Maximum life span contrasts with mean life span (average life span, life expectancy), and longevity. Mean life span varies with susceptibility to disease, accident, suicide and homicide, whereas maximum life span is determined by "rate of aging".[failed verification] Longevity refers only to the characteristics of the especially long lived members of a population, such as infirmities as they age or compression of morbidity, and not the specific life span of an individual.[citation needed]
The longest living person whose dates of birth and death were verified according to the modern norms of Guinness World Records and the Gerontology Research Group was Jeanne Calment (1875–1997), a French woman who is verified to have lived to the age of 122 years and 164 days. The oldest male lifespan has been verified as 116 years and 54 days by Japanese man Jiroemon Kimura. Reduction of infant mortality has accounted for most of the increased average life span longevity, and since the 1960s mortality rates among those over 80 years have decreased by about 1.5% per year.

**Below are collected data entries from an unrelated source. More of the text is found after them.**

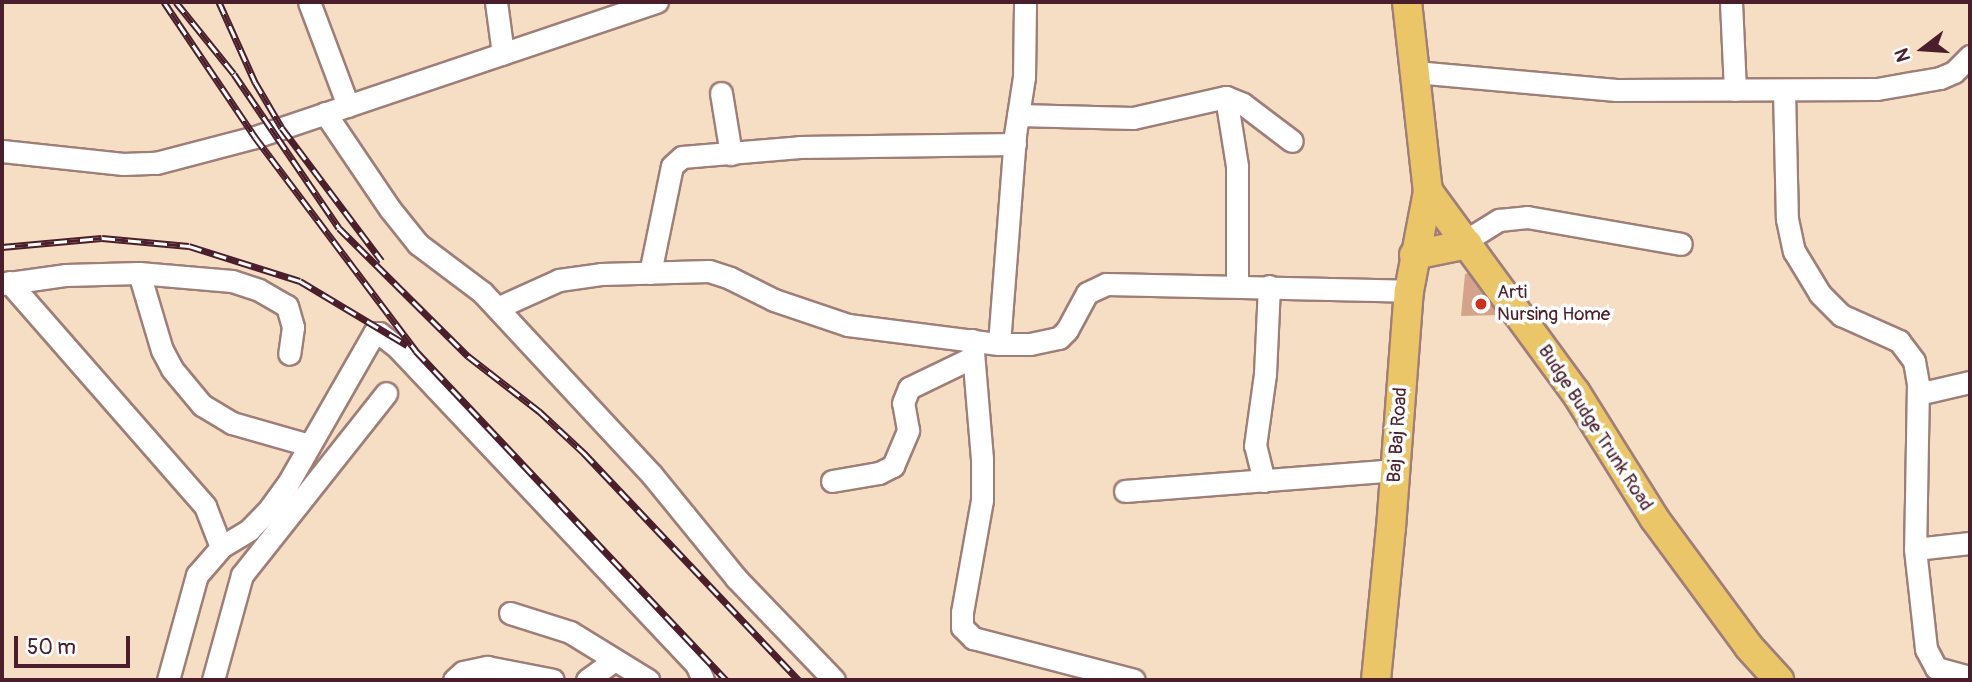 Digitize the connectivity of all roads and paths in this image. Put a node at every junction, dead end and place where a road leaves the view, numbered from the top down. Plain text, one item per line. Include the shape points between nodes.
1 (309, 2) edge
2 (496, 2) edge
3 (657, 2) edge
4 (1026, 2) edge
5 (1407, 2) edge
6 (1731, 2) edge
7 (503, 54) junction
8 (1970, 58) edge
9 (1415, 72) junction
10 (1735, 90) junction
11 (1784, 90) junction
12 (721, 93) dead end
13 (1226, 97) junction
14 (348, 106) junction
15 (324, 113) junction
16 (1018, 115) junction
17 (1292, 141) dead end
18 (1015, 144) junction
19 (2, 151) edge
20 (731, 154) junction
21 (1428, 191) junction
22 (1466, 243) junction
23 (1681, 244) dead end
24 (1414, 255) junction
25 (139, 273) junction
26 (650, 273) junction
27 (5, 283) edge
28 (1237, 286) junction
29 (1269, 286) junction
30 (1409, 291) junction
31 (497, 308) junction
32 (999, 345) junction
33 (972, 349) junction
34 (289, 354) dead end
35 (1970, 382) edge
36 (386, 393) dead end
37 (1918, 394) junction
38 (309, 445) junction
39 (1396, 470) junction
40 (832, 481) dead end
41 (1264, 481) junction
42 (1125, 491) dead end
43 (1970, 543) edge
44 (221, 547) junction
45 (1915, 549) junction
46 (510, 613) dead end
47 (615, 660) junction
48 (1086, 675) edge
49 (1970, 677) edge
50 (168, 680) edge
51 (213, 680) edge
52 (454, 680) edge
53 (553, 680) edge
54 (587, 680) edge
55 (648, 680) edge
56 (702, 680) edge
57 (834, 680) edge
58 (1134, 680) edge
59 (1376, 680) edge
60 (1779, 680) edge

1 - 14 street
2 - 7 street
3 - 7 street
4 - 16 street
5 - 9 main road
6 - 10 street
7 - 14 street
8 - 11 street via 1954,72 1919,84
9 - 10 street via 1616,90
9 - 21 main road
10 - 11 street
11 - 37 street via 1787,219 1794,251 1820,294 1841,315 1905,347 1916,370
12 - 20 street
13 - 16 street via 1132,118
13 - 17 street via 1243,104
13 - 28 street via 1237,166
14 - 15 street
15 - 19 street via 156,163 123,164
15 - 31 street via 418,244
16 - 18 street
18 - 20 street via 800,147
18 - 32 street
20 - 26 street via 676,160
21 - 22 main road, Budge Budge Trunk Road
21 - 24 main road, Baj Baj Road
22 - 23 street via 1500,220 1527,217
22 - 24 main road
22 - 60 main road, Budge Budge Trunk Road via 1576,393 1654,518 1749,647
24 - 30 main road, Baj Baj Road
25 - 27 street
25 - 34 street via 232,281 281,300 292,316
25 - 38 street via 162,350 202,405 232,423
26 - 31 street via 559,280
26 - 33 street via 709,271 848,325
27 - 44 street via 205,506
28 - 29 street
28 - 32 street via 1106,284 1087,293 1059,338
29 - 30 street
29 - 41 street via 1265,374 1256,437
30 - 39 main road, Baj Baj Road
31 - 57 street via 652,475 736,578
32 - 33 street
33 - 40 street via 909,388 903,402 908,430 893,466
33 - 48 street via 982,500 962,627 973,638
35 - 37 street
36 - 51 street via 242,575
37 - 45 street
38 - 44 street via 270,508 249,530
38 - 56 street via 374,333 379,333 696,664
39 - 41 street
39 - 59 main road, Baj Baj Road
41 - 42 street
43 - 45 street
44 - 50 street via 197,575
45 - 49 street via 1930,662 1945,673
46 - 47 street via 570,632
47 - 54 street
47 - 55 street
48 - 58 street
52 - 53 street via 463,672 487,667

According to James Vaupel, "The progress being made in lengthening lifespans and postponing senescence is entirely due to medical and public-health efforts, rising standards of living, better education, healthier nutrition and more salubrious lifestyles." Animal studies suggest that further lengthening of median human lifespan as well as maximum lifespan could be achieved through "calorie restriction mimetic" drugs or by directly reducing food consumption. Although calorie restriction has not been proven to extend the maximum human life span as of 2014[update], results in ongoing primate studies have demonstrated that the assumptions derived from rodents are valid in primates.
It has been proposed that no fixed theoretical limit to human longevity is apparent today. Studies in the biodemography of human longevity indicate a late-life mortality deceleration law: that death rates level off at advanced ages to a late-life mortality plateau. That is, there is no fixed upper limit to human longevity, or fixed maximal human lifespan. This law was first quantified in 1939, when researchers found that the one-year probability of death at advanced age asymptotically approaches a limit of 44% for women and 54% for men.
However, this evidence depends on the existence of a late-life plateaus and deceleration that can be explained, in humans and other species, by the existence of very rare errors. Age-coding error rates below 1 in 10,000 are sufficient to make artificial late-life plateaus, and errors below 1 in 100,000 can generate late-life mortality deceleration. These error rates cannot be ruled out by examining documents (the standard) because of successful pension fraud, identity theft, forgeries and errors that leave no documentary evidence. This capacity for errors to explain late-life plateaus solves the "fundamental question in aging research is whether humans and other species possess an immutable life-span limit" and suggests that a limit to human life span exists. A theoretical study suggested the maximum human lifespan to be around 125 years using a modified stretched exponential function for human survival curves. In another study, researchers claimed that there exists a maximum lifespan for humans, and that the human maximal lifespan has been declining since the 1990s. A theoretical study also suggested that the maximum human life expectancy at birth is limited by the human life characteristic value δ, which is around 104 years.
In 2017, the United Nations conducted a Bayesian sensitivity analysis of global population burden based on life expectancy projection at birth in future decades. The 95% prediction interval of average life expectancy rises as high as 106 years old by 2090, with ongoing and layered effects on world population and demography should that happen. However, the prediction interval is extremely wide.